Oncocercose

A oncocercose, conhecida também como “cegueira dos rios” ou “mal do garimpeiro”, é uma doença provocada pelo parasita nematódeo Onchocerca volvulus, que acomete exclusivamente os humanos.

Segundo a Organização Mundial de Saúde (OMS), 99% dos casos de oncocercose (17 milhões ao total) registrados no mundo ocorrem na África. Esta doença foi observada pela primeira vez em Gana, no ano de 1875. Já no Brasil, essa doença foi detectada apenas em 1967.

Sua transmissão é feita pelo mosquito Simulium spp., popularmente conhecidos como piúm (região norte) ou borrachudo (demais regiões). Quando este inseto pica um hospedeiro infectado, acaba sugando microfilárias junto com o sangue. Estas, por sua vez, maturam-se no interior do corpo do mosquito, ocorrendo a transformação destas para formas infecciosas, sendo, por conseguinte, injetadas na circulação sanguínea de outro indivíduo picado pelo inseto.

A doença é caracterizada pelo surgimento de nódulos subcutâneos fibrosos, também chamados de oncocercomas, sobre superfícies ósseas em diversas regiões do corpo. Esses nódulos são móveis, não causam dor e são neles que encontram-se os parasitas no estágio adulto. Os machos podem percorrer o corpo do hospedeiro, migrando de nódulo em nódulo, fecundando as fêmeas que encontram-se enoveladas nestas estrutura. Por dia, esses parasitas apresentam a capacidade de gerar até 3.800 larvas, que recebem o nome de microfilárias. Essa doença não leva ao óbito, mas pode causar cegueira nos indivíduos portadores.

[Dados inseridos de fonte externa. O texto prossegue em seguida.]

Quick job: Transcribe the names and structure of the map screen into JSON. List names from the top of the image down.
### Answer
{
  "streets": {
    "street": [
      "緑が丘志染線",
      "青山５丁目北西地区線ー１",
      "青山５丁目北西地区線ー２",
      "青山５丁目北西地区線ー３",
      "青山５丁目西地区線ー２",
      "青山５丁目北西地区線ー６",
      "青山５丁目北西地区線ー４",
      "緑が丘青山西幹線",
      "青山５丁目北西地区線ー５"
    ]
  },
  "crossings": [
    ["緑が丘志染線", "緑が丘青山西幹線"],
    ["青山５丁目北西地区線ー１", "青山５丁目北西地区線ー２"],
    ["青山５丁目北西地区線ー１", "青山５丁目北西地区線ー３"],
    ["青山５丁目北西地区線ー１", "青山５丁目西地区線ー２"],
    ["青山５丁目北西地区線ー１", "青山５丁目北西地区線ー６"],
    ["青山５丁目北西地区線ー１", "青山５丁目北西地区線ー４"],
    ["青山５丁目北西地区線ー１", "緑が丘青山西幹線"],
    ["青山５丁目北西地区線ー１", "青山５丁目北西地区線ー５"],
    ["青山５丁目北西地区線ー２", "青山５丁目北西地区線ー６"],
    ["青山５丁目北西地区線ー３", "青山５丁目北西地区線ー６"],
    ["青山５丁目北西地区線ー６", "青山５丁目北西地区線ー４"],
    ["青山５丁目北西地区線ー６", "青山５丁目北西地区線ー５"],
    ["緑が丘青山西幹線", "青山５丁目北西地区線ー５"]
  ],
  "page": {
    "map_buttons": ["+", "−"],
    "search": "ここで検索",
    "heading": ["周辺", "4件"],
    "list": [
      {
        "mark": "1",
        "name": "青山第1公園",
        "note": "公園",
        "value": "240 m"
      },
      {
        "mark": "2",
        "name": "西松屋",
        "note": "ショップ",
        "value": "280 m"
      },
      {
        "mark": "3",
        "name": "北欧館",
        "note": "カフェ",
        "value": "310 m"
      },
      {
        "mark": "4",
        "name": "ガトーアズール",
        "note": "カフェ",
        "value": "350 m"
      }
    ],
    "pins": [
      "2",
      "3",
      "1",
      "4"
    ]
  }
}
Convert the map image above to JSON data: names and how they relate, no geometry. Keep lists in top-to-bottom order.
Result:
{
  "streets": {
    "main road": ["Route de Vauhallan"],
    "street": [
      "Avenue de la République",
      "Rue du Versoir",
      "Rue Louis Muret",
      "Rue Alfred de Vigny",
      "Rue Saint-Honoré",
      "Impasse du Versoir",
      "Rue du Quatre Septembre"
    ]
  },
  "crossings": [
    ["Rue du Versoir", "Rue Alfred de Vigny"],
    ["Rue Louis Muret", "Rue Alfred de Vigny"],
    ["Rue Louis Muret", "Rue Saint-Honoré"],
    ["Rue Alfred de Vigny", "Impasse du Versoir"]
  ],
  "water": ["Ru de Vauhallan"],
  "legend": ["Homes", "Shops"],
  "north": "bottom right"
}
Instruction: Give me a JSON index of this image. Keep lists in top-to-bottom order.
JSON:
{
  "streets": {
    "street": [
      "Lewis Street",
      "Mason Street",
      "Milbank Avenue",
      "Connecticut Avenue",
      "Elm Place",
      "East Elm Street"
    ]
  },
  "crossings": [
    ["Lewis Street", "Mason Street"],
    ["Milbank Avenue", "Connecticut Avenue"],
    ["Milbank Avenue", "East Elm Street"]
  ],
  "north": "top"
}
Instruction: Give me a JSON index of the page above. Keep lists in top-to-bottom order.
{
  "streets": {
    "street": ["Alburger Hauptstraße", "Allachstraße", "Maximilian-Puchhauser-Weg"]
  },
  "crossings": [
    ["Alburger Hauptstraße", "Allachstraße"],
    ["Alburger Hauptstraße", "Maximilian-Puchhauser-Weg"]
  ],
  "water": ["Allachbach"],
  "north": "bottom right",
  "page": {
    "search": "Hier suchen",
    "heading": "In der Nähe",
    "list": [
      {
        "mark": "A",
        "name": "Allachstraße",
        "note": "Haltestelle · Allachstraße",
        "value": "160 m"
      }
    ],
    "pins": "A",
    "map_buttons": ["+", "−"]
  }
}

As microfilárias alcançam diferentes partes do organismo, como olhos, linfa, urina, saliva, líquor e, às vezes, até a corrente sanguínea. Embora algumas possam maturar em outras localizações dentro do organismo, gerando novos nódulos, a maior parte morre devido ao combate por parte do sistema imunológico.

Inicialmente (aproximadamente 1 ano após a infecção) surgem os sintomas que dizem respeito às formas adultas, que, basicamente, trata-se da formação dos nódulos. Após o início da produção das microfilárias, há o surgimento de sintomas mais sérios. A resposta positiva do sistema imunológico à disseminação das microfilárias pela corrente sanguínea e linfática resulta no aparecimento do prurido e exantemas cutêneos, levando à perda de elasticidade da pele e aparecimento de pápulos, regiões despigmentadas e inflamação dos linfonodos (adenopatia), além de febre. No caso das microfilárias migrarem para o globo ocular, ocorre reações de levam à fibrose dessa região, e também, acúmulo de complexos de anticorpos, resultando primeiramente em conjuntivite com fotofobia e, certas vezes, perda total da visão, normalmente em ambos os olhos. Em raras ocasiões pode ocorrer elefantíase do escroto e membros inferiores quando existem nódulos obstruindo os canais linfáticos presentes nessa região.

A suspeita é obtida por meio das manifestações clínicas, juntamente com o histórico epidemiológico. A confirmação é feita por meio da identificação do verme adulto ou microfilárias através de diversos exames, como biópsia de nódulo ou pele, punção por agulha e aspiração do nódulo, exame oftalmoscópio do humor aquoso, urina, ou também, através de testes de imunidade, como imunofluorescência, ELISA, PCR e intradermorreação.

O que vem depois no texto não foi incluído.